Albinism affects one in 17,000 persons in the world. In Kenya, Persons with albinism are estimated to number 9,720, according to the 2019 Kenya National Population and Housing census. As a rare condition, albinism is one of the widely misunderstood medical disorders both medically and socially. The misunderstandings have led to stigmatization and exclusion of persons with albinism. One of the ways to clear these misunderstandings is to create awareness about the condition by telling others about it. So, how does one best explain albinism to friends and colleagues?
That it is a rare medical condition
Albinism is a rare genetic condition that affects at least one in 5,000 people in Africa. The condition is caused by the impaired production of melanin in the eyes, skin, and hair. Melanin is the pigment responsible for the color of these body parts and it protects the skin from the harmful ultraviolet (UV) rays of the sun. Thus, without it, a person with albinism is at risk of severe sunburn and developing skin cancer.

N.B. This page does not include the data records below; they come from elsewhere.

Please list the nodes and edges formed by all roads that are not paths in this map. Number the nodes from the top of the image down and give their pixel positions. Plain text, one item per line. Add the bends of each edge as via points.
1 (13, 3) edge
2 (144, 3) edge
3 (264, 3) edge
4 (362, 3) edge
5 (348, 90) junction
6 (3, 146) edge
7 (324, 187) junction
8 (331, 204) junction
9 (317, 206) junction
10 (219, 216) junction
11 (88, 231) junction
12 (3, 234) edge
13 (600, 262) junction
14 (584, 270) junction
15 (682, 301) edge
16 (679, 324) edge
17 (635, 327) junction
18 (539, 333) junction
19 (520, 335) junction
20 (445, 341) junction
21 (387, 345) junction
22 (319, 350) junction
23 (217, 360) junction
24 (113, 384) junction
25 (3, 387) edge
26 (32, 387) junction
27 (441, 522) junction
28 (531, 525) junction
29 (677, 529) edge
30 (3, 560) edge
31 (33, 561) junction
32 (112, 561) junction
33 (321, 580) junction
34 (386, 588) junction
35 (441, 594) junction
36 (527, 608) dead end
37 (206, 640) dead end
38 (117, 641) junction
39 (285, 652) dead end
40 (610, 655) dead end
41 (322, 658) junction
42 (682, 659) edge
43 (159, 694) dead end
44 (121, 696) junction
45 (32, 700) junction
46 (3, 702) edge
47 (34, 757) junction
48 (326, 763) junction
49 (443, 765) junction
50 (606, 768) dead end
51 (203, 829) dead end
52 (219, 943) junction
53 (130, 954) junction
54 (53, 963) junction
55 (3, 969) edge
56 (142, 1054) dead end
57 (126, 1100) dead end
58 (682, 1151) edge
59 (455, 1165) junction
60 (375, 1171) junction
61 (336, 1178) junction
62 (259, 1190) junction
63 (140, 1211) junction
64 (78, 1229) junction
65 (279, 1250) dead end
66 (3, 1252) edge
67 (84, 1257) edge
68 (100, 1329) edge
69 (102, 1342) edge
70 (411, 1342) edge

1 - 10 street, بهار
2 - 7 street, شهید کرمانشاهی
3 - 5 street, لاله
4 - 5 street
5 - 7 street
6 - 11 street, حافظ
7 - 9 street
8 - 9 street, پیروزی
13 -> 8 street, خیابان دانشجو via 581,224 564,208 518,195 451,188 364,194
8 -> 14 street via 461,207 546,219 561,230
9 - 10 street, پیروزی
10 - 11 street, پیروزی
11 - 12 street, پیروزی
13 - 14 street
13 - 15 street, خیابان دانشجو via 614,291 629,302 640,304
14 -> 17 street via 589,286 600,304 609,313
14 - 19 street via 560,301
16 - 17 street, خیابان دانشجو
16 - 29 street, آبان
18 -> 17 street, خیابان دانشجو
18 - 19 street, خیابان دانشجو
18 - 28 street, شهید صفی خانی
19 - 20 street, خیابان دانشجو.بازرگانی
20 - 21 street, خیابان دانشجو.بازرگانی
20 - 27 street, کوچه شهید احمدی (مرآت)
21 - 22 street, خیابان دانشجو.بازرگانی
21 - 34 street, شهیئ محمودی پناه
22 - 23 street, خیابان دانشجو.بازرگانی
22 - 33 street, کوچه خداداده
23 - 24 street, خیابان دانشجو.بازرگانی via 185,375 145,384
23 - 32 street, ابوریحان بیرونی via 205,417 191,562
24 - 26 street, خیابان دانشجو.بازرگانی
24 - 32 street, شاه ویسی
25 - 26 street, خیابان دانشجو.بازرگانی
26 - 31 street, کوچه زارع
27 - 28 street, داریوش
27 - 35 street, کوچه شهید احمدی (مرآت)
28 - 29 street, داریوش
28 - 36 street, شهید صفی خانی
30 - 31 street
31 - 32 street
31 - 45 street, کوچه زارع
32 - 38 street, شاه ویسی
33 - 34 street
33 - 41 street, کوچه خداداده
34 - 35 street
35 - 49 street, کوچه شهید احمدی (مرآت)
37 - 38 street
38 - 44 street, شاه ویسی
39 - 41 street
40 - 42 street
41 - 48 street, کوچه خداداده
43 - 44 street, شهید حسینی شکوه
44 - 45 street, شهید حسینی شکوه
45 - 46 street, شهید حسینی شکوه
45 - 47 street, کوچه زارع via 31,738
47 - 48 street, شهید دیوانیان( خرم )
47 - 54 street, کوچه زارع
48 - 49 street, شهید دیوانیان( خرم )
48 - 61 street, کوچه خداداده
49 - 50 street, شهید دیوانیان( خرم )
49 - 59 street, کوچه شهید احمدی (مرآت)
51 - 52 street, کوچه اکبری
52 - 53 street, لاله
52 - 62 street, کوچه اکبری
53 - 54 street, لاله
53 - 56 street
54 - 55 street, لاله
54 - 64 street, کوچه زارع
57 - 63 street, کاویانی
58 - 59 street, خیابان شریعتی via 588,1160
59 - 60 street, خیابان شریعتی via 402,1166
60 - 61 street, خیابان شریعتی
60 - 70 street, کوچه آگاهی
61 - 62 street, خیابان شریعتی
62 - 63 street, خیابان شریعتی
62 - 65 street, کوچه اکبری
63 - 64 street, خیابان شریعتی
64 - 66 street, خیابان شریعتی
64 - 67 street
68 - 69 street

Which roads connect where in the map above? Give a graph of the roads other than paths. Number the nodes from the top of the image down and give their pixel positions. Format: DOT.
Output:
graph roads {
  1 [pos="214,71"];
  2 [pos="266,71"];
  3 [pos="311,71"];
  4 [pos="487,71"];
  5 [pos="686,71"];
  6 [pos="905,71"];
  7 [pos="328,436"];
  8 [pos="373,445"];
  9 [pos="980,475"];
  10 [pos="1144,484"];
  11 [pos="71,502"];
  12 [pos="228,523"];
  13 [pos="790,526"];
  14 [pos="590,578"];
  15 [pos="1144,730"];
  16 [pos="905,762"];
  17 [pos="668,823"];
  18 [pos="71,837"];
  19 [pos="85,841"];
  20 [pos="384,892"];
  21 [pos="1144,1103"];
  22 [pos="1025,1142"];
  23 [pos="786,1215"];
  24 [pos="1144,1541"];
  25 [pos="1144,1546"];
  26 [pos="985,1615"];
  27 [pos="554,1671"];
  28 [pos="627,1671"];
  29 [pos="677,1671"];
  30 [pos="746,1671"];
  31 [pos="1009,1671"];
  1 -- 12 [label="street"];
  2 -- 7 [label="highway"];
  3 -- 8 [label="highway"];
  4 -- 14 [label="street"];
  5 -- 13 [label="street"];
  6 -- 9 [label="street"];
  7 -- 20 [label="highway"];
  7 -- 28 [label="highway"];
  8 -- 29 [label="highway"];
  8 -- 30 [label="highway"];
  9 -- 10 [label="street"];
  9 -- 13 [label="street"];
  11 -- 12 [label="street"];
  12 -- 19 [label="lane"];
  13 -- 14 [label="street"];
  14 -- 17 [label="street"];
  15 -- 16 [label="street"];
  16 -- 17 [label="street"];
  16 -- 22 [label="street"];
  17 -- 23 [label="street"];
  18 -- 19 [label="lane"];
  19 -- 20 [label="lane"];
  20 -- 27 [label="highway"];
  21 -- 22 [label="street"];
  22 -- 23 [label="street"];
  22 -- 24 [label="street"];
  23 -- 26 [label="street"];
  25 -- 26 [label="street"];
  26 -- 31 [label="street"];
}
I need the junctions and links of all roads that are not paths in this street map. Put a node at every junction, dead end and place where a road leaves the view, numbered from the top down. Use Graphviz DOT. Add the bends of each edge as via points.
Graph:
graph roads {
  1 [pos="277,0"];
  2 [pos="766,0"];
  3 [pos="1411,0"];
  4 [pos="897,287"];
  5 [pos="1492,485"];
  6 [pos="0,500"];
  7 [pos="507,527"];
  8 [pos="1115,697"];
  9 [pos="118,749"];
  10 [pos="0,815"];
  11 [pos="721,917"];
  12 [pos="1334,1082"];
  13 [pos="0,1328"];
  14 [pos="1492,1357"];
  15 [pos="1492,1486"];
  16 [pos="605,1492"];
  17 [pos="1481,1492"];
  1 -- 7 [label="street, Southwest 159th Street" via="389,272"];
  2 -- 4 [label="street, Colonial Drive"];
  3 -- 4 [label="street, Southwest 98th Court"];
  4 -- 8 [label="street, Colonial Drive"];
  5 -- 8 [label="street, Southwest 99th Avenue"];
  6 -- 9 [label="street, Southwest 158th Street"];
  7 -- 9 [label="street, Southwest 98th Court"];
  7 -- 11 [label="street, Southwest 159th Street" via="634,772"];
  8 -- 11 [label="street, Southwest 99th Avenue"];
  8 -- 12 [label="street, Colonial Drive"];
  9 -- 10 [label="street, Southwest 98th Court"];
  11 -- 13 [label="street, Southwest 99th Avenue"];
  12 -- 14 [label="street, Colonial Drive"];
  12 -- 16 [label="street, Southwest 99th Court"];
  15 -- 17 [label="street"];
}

That there are different categories of Albinism
Since the condition affects different genes in different people, there are different types of albinism. This explains why one person with albinism could have dark hair color while another one’s hair could be brown. The main types of albinism are Oculocutaneous Albinism (OCA) and Ocular Albinism. OCA is the common type of albinism and mainly affects the hair, skin, and eyes. This type of albinism is further divided into more categories. Ocular albinism on the other hand is rarer and mainly affects the eyes. The various types of albinism also lead to a variation in the severity of the condition among persons.
That it is not contagious
Contrary to popular belief that albinism is a contagious condition; it is not. It cannot be spread from one person to the other. Being a genetic condition, the only way that a person can get albinism is if they inherited it from their parents. Thus, one can only be born with it and cannot contract it later.
That it is not curable
Being a genetic condition, albinism cannot be cured; the affected person will live with it for the rest of their lives. The most health professionals can do is to provide relief for the accompanying defects to enhance quality of life. Such relief includes the provision of prescription eyeglasses to correct vision defects. Persons with albinism use sunscreen to protect their skin from sunburn caused by harsh sun rays. Other precautions that persons with albinism take include limiting outdoor activities to early morning or late evening to avoid sunburn and wearing wide-brimmed hats, long-sleeved shirts, and full-length trousers to avoid exposing the skin to sun rays.
That it does not compromise a person's social development
Albinism does not affect a person’s personal development. Persons with albinism can lead an ordinary life just like any other person without the condition. All that a person with albinism needs is a good support system like any other person and the correct protective measures and they will be able to achieve their full potential. For instance, in Kenya, Lady Justice Mumbi Ngugi, a High Court Judge, and politician Isaac Mwaura, are two people who are proof that a person with albinism can live life to the fullest. The only challenge is that persons with albinism are socially excluded in society due to the stigma associated with their condition. However, with good awareness creation, the stigma too can be defeated.